++++ RECORDS SUPPLIED

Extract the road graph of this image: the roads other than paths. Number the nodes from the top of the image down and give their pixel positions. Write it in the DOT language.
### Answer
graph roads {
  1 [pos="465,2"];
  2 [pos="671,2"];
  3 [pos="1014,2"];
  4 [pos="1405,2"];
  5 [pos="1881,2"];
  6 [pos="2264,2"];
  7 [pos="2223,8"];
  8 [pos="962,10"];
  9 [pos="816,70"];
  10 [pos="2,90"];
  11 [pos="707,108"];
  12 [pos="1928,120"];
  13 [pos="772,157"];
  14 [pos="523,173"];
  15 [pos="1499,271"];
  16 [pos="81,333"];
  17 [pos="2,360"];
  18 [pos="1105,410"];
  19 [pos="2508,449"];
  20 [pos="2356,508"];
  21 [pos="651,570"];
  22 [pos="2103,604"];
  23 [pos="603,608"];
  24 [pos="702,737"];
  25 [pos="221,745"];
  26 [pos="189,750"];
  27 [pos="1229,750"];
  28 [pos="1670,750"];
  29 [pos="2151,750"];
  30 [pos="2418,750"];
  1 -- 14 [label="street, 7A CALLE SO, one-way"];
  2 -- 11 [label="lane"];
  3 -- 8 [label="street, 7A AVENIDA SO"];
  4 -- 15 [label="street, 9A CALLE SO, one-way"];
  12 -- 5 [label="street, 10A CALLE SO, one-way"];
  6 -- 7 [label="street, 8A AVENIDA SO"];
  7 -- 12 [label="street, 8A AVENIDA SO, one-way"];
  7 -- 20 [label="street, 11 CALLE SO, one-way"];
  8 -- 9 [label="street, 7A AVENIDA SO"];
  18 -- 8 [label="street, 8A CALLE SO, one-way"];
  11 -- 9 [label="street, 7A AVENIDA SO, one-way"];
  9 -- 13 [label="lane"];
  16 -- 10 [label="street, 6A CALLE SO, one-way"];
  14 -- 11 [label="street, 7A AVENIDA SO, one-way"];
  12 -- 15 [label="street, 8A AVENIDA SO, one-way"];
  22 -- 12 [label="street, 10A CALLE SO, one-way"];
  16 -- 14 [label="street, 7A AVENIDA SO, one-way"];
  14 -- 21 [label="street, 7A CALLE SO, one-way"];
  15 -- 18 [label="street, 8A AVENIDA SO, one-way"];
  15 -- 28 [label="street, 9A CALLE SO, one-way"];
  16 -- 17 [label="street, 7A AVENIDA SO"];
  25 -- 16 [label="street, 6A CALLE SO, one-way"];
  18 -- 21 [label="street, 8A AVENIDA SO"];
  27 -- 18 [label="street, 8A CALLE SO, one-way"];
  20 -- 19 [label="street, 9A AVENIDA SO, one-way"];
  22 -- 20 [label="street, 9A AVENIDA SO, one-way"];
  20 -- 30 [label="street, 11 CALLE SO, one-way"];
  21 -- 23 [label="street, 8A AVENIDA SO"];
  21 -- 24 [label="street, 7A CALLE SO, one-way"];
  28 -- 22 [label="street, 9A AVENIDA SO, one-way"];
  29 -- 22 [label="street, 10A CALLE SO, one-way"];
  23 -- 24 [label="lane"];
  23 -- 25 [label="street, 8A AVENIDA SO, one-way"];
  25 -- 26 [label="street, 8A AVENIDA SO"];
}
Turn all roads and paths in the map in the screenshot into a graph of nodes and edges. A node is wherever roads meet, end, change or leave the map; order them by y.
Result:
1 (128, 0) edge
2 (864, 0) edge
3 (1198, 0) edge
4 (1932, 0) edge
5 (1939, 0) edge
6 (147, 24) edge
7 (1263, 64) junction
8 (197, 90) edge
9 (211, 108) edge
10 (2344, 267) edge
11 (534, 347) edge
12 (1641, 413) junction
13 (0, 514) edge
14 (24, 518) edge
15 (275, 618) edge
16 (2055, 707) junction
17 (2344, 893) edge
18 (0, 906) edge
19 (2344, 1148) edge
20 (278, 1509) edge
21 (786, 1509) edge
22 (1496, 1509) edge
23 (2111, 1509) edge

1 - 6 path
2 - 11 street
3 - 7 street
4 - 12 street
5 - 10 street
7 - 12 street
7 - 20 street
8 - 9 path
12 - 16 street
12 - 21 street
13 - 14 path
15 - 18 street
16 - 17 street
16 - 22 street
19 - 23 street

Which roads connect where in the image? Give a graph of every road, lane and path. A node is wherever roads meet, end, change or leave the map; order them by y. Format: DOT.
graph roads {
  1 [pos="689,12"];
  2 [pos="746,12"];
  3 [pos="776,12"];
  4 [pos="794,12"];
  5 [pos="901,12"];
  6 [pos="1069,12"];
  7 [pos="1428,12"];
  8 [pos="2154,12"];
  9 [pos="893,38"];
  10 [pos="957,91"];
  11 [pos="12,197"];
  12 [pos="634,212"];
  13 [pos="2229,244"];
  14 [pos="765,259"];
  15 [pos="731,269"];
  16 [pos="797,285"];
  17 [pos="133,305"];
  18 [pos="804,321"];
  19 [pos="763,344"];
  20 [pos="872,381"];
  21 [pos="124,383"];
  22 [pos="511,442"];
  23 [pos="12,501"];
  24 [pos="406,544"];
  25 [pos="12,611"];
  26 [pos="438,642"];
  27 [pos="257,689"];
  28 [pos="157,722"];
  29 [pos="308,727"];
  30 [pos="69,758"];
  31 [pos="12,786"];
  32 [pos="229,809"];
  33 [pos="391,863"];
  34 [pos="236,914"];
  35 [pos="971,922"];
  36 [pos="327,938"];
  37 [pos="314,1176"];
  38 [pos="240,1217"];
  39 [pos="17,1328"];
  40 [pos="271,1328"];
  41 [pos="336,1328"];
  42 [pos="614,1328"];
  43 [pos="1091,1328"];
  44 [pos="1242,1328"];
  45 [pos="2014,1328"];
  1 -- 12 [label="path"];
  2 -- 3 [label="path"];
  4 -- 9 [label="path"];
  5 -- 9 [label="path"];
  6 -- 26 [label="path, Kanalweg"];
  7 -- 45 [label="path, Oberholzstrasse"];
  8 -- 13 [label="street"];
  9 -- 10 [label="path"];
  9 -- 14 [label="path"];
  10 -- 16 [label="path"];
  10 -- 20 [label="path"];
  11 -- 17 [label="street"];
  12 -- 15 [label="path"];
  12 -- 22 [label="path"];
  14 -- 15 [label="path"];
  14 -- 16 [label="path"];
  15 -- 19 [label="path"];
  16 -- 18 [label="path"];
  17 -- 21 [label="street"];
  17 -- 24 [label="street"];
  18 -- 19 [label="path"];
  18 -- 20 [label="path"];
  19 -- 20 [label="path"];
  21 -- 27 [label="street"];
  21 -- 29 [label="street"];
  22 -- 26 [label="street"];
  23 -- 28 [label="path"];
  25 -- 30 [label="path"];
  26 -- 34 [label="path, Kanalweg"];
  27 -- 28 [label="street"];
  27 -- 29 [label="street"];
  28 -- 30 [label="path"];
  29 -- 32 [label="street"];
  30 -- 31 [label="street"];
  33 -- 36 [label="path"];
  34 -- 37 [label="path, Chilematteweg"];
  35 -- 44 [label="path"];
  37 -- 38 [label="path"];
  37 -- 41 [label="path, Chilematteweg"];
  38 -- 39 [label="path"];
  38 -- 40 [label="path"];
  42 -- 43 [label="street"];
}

++++++++

## [WORK INSTRUCTIONS]
Scan the material above for lines that contain the string "Chilematteweg", and copy each such line.

## [RESPONSE TO THIS TASK]
  34 -- 37 [label="path, Chilematteweg"];
  37 -- 41 [label="path, Chilematteweg"];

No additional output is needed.